Hungary NGOs ask government to drop anti-migrant bill
Leading Hungarian NGOs denounced legislation proposed by Prime Minister Viktor Orban's government that would criminalise the act of helping asylum-seekers. The so-called "Stop Soros" package of bills will be debated in parliament on Tuesday.
Hungarian civic groups are asking the government to drop a draft bill seeking to criminalise their work with asylum-seekers and refugees.
The Hungarian Helsinki Committee and Amnesty International said on Monday that the bill "criminalises humanitarian and legal assistance," threatening them with prison terms of up to a year.

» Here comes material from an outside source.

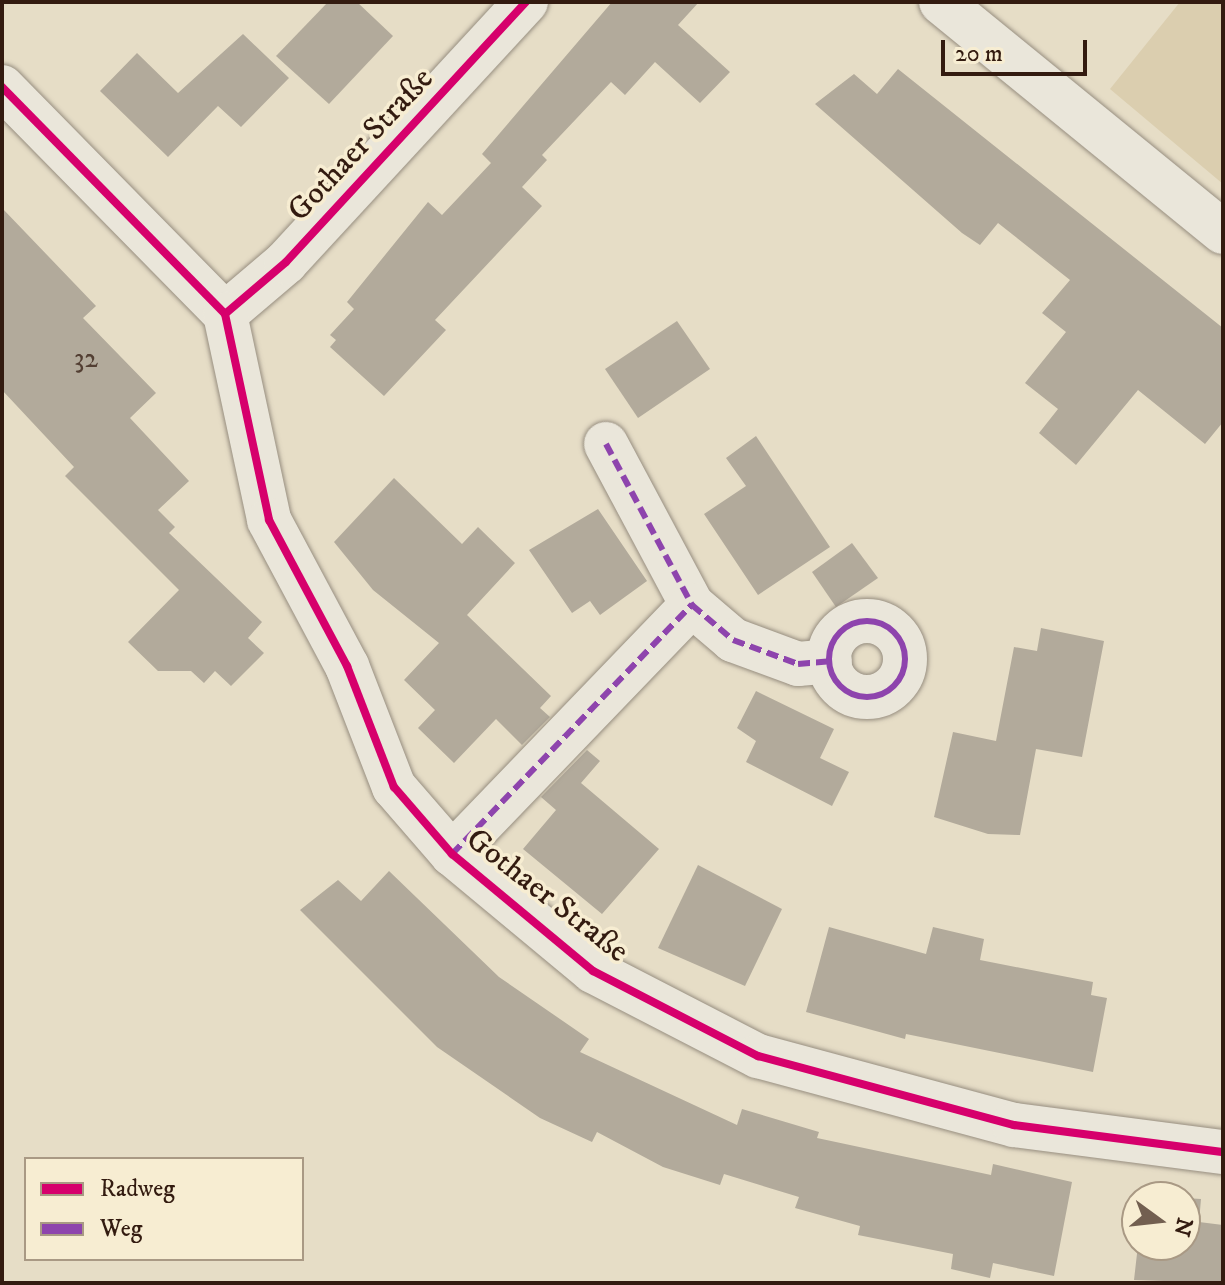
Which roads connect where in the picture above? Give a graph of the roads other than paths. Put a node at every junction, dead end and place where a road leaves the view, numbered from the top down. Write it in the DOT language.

Helsinki Committee co-chair Marta Pardavi told reporters that the bill, whose debate is scheduled to start on Tuesday in parliament, "has no place in a civilised country, in the EU, in a state under the rule of law."
The bill is part of right-wing populist Prime Minister Viktor Orban's campaign to prevent Hungary from "becoming an immigrant country." Orban maintains that Hungarian-American billionaire George Soros and the civic groups he supports seek large-scale immigration of Muslims into Europe, charges they deny.
The government says the laws are aimed at persons helping undeserving migrants to acquire refugee status, for example if those persons were not in immediate danger before entering Hungary, or who entered the country illegally.